• WORK INSTRUCTIONS
All lines of the entries with "html" in them must be listed.

• RECORD SET
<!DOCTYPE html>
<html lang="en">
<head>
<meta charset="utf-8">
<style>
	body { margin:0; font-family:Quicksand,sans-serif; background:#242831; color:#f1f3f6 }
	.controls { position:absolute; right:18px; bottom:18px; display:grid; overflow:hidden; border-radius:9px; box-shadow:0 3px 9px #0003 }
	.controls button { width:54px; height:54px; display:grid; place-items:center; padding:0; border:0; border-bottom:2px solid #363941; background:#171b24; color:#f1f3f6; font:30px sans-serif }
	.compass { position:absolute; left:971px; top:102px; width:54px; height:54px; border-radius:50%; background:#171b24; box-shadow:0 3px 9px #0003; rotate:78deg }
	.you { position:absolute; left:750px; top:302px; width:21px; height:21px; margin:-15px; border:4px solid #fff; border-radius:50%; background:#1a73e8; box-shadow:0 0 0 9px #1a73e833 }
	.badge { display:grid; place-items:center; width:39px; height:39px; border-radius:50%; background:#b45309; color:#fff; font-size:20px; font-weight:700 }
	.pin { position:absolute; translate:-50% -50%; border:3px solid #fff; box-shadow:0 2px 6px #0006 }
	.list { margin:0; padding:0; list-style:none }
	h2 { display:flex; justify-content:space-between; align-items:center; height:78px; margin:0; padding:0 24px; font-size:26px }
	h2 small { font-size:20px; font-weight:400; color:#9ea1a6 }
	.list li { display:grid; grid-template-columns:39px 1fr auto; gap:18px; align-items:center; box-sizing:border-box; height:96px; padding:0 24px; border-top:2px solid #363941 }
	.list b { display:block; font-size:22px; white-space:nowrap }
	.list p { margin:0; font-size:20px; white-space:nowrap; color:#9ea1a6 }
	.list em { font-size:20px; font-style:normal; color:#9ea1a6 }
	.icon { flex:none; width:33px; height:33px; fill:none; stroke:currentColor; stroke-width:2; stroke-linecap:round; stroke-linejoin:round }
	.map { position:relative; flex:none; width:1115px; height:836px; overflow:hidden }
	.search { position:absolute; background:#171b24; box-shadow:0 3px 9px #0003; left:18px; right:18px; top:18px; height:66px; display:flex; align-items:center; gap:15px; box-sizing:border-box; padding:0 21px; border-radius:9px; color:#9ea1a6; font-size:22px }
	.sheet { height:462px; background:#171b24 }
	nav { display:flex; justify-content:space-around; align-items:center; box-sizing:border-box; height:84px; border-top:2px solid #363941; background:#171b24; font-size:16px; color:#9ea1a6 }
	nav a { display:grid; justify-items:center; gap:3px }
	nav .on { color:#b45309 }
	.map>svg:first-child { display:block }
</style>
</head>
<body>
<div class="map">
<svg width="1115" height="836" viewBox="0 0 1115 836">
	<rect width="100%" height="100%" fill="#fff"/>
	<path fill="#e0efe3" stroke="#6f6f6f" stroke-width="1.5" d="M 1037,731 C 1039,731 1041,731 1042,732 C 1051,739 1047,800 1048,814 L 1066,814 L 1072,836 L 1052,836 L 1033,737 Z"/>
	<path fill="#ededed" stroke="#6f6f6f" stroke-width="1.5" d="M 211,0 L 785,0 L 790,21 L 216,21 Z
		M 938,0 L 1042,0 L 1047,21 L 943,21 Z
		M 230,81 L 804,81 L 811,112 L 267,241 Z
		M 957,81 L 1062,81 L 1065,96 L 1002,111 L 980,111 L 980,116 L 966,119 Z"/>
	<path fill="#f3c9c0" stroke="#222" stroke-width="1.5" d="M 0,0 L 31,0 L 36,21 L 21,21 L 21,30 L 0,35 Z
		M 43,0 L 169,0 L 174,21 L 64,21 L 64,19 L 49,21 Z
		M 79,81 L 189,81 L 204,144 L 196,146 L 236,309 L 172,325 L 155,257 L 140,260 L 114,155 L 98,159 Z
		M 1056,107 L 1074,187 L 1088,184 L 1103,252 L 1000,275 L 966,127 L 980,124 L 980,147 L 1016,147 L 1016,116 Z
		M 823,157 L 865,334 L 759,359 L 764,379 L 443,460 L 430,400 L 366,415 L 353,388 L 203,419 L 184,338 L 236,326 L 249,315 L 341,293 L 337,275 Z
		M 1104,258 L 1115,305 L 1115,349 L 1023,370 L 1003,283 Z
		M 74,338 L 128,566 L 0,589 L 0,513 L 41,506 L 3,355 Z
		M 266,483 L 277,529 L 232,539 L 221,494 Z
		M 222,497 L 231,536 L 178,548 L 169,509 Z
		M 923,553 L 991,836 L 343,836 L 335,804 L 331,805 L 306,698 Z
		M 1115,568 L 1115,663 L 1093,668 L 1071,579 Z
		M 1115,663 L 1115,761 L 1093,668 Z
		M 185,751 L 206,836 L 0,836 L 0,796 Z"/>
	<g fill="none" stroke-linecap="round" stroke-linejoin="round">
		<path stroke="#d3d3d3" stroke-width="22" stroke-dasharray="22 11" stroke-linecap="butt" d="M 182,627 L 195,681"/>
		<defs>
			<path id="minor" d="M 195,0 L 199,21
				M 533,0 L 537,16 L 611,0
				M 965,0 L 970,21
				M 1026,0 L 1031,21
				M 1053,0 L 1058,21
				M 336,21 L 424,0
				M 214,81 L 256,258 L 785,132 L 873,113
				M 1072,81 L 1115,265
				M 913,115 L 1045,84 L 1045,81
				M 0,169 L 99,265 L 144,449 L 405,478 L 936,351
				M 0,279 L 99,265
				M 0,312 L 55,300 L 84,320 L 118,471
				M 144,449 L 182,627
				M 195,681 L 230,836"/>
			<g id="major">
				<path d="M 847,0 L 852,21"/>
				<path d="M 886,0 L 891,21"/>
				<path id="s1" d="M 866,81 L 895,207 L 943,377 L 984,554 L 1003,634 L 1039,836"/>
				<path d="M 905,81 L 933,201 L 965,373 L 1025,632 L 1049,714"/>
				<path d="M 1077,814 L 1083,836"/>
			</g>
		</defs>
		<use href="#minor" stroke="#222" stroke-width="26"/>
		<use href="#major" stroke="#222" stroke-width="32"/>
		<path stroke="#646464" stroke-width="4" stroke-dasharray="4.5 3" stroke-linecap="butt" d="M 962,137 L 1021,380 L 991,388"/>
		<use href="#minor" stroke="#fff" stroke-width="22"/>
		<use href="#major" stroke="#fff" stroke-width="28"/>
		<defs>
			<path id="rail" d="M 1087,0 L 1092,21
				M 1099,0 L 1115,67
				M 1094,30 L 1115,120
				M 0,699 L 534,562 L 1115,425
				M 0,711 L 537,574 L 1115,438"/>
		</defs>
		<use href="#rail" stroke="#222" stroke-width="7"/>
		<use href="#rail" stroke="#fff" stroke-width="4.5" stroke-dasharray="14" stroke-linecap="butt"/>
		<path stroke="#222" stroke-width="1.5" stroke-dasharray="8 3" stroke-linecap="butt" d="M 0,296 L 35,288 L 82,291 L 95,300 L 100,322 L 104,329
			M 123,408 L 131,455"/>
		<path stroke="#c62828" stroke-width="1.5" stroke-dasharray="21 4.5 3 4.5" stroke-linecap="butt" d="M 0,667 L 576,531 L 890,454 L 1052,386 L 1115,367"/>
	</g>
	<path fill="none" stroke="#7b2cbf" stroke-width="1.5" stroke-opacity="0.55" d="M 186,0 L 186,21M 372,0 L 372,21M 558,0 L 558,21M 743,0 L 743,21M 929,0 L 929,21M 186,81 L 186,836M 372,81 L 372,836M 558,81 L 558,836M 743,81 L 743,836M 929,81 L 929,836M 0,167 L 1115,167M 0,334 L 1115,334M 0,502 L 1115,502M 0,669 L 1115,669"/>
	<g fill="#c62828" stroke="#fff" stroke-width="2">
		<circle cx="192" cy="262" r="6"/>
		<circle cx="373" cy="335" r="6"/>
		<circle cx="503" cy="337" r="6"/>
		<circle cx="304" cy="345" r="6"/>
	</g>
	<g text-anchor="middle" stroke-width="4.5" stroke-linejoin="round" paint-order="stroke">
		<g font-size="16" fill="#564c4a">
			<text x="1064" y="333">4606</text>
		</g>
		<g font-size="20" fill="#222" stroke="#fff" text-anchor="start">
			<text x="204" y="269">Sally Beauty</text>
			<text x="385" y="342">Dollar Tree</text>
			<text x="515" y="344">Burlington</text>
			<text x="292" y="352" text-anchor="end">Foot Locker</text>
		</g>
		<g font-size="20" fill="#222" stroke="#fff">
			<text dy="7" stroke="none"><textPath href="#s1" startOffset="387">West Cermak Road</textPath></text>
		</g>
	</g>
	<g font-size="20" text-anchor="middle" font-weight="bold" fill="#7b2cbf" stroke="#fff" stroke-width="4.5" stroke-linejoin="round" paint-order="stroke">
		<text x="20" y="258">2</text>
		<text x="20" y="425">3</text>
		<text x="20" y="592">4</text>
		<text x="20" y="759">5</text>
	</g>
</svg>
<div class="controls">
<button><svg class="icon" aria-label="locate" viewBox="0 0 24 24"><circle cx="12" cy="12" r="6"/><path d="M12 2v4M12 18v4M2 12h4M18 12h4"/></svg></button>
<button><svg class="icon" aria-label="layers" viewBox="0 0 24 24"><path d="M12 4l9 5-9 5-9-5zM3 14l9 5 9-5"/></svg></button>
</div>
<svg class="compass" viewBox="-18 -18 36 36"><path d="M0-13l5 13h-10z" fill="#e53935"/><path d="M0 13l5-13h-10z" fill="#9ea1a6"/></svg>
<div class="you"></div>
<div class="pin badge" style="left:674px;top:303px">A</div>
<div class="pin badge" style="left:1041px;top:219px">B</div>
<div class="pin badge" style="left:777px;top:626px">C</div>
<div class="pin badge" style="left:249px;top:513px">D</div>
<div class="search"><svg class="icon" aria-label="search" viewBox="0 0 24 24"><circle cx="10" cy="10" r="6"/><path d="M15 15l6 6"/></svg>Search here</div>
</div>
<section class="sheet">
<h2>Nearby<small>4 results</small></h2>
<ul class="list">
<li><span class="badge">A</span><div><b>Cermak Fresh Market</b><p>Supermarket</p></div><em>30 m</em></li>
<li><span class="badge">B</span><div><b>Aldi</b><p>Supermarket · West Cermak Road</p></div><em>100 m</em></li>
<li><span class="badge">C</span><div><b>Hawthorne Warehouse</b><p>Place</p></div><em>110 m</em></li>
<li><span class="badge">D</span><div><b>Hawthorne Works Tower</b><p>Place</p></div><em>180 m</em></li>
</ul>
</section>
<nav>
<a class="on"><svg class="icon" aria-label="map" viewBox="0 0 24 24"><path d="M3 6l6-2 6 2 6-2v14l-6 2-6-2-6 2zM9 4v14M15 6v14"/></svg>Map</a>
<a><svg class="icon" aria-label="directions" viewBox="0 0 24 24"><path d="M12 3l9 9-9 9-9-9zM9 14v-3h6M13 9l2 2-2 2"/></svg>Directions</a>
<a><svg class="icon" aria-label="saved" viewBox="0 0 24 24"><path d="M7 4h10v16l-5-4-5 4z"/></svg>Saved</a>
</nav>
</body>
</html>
--
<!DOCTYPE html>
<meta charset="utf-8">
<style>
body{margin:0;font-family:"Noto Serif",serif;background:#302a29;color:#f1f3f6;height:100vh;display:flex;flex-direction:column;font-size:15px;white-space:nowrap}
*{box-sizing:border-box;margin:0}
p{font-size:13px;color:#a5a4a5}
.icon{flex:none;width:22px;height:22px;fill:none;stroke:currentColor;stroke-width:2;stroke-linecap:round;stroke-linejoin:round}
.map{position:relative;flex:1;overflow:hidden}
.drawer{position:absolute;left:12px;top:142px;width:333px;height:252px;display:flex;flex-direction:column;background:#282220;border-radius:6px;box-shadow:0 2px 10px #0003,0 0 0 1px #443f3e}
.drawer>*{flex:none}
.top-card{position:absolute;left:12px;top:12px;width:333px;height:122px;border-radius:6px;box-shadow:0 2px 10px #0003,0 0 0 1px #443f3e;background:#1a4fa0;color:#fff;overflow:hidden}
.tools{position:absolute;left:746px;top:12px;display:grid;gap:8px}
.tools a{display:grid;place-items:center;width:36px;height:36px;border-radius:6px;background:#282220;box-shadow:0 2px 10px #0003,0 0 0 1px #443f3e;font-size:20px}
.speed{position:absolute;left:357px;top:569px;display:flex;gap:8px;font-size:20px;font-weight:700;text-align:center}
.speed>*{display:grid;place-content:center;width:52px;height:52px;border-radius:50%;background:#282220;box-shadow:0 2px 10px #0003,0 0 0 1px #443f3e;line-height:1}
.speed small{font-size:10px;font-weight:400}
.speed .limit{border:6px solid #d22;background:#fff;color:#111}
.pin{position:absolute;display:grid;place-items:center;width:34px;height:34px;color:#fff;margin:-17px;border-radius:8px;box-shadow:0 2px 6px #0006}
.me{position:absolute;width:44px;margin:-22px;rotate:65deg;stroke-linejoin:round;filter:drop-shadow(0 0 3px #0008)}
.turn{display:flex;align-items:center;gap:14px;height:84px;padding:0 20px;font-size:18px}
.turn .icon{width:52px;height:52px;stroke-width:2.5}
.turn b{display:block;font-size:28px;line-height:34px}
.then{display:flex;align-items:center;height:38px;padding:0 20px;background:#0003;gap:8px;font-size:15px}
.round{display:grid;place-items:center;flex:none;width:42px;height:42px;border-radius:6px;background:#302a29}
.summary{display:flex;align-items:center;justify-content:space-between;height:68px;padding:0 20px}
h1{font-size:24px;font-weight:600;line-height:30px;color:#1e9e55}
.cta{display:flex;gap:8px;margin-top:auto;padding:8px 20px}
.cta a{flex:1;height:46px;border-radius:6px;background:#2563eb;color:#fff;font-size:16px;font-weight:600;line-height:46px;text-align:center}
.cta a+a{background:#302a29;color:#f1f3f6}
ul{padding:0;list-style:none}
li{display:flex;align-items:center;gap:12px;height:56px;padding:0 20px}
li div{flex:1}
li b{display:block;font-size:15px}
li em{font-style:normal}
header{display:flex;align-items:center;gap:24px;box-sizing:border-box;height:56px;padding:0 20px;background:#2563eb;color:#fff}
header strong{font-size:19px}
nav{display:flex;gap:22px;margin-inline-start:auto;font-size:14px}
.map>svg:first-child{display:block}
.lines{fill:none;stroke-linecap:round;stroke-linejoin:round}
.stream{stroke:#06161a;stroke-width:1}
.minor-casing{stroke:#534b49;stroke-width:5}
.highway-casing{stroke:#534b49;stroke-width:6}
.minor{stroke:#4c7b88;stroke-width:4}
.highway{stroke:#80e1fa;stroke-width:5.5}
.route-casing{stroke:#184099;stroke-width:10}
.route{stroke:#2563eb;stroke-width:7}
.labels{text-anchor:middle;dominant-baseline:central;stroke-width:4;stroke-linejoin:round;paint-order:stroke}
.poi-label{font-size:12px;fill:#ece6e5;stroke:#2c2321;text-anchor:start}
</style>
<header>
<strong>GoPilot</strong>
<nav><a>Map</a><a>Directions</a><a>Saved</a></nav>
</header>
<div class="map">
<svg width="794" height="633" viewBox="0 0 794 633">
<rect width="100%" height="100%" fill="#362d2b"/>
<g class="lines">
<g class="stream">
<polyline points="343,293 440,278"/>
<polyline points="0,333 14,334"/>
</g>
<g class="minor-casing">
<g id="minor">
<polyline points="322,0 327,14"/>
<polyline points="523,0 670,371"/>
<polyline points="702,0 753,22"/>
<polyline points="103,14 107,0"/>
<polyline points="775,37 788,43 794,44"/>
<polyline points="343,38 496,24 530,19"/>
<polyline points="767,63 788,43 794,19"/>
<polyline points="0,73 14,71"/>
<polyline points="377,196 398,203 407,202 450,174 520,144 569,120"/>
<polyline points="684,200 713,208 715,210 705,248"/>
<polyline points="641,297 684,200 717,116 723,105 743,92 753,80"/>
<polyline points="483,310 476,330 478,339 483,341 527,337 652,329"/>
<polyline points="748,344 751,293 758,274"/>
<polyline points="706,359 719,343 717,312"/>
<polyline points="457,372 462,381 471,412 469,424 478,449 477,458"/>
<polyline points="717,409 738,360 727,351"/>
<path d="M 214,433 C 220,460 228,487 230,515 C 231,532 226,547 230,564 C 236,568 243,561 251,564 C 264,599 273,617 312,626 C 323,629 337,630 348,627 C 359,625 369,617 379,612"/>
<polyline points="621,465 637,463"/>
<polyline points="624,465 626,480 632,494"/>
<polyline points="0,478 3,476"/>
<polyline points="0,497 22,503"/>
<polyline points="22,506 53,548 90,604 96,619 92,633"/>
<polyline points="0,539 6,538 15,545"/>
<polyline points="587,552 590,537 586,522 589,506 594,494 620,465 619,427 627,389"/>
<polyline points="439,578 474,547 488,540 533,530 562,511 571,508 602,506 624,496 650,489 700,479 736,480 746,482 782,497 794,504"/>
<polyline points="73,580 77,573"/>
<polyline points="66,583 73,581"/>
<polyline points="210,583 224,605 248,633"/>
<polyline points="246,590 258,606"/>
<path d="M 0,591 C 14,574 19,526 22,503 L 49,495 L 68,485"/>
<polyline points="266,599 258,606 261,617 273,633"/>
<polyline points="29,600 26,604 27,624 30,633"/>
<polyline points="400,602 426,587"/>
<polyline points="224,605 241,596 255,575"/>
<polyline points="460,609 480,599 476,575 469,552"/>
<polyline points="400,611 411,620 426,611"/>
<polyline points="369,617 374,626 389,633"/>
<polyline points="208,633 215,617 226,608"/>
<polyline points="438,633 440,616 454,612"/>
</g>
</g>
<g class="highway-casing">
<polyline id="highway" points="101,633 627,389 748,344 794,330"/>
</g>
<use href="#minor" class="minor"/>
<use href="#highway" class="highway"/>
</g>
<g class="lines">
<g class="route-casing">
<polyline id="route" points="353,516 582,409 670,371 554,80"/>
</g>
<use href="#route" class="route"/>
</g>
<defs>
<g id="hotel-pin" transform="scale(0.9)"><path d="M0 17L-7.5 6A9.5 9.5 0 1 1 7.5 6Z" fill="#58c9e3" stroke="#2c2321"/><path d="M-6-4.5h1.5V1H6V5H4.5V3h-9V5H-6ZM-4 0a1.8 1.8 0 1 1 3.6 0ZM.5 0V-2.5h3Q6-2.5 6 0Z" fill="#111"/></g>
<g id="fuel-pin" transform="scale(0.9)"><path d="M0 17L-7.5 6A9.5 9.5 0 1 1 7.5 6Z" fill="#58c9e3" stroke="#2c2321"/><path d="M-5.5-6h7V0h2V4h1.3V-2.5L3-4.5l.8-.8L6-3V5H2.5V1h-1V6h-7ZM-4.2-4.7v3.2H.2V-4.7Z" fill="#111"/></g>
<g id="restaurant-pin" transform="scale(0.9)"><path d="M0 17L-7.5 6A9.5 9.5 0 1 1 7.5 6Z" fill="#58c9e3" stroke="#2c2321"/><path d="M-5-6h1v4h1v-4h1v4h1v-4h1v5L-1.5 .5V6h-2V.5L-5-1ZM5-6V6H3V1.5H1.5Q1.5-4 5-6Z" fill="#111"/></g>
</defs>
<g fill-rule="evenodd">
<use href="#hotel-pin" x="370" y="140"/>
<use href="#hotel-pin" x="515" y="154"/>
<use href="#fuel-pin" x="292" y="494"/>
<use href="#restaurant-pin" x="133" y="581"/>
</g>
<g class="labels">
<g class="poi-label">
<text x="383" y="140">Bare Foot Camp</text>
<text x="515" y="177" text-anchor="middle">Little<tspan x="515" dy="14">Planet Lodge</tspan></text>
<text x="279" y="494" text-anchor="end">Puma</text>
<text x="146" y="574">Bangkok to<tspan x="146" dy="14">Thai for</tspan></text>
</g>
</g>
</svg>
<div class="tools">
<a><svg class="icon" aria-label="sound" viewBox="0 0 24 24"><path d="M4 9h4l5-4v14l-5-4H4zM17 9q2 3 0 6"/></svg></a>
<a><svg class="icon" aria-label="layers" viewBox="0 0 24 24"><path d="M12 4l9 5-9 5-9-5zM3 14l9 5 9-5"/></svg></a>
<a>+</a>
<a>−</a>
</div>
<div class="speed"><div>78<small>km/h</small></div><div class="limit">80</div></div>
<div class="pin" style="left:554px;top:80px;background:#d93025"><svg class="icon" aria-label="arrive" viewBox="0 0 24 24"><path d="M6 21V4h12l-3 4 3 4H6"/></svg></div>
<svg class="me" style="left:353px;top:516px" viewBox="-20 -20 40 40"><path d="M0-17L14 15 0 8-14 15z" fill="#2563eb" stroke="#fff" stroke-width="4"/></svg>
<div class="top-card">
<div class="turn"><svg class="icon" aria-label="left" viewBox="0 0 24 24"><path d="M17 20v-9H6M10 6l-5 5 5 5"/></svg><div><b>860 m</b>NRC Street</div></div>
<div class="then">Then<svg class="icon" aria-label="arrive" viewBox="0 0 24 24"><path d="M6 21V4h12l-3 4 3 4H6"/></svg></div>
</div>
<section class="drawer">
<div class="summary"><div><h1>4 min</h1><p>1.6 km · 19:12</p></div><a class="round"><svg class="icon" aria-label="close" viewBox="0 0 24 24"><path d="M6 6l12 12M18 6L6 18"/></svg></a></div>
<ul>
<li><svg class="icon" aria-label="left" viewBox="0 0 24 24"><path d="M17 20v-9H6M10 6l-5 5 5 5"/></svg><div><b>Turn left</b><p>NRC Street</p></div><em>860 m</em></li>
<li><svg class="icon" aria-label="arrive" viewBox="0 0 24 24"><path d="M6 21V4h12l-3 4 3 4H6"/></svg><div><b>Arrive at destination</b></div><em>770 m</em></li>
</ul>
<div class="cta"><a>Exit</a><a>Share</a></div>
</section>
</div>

• RESPONSE FOR THIS EXERCISE
<!DOCTYPE html>
<html lang="en">
</html>
<!DOCTYPE html>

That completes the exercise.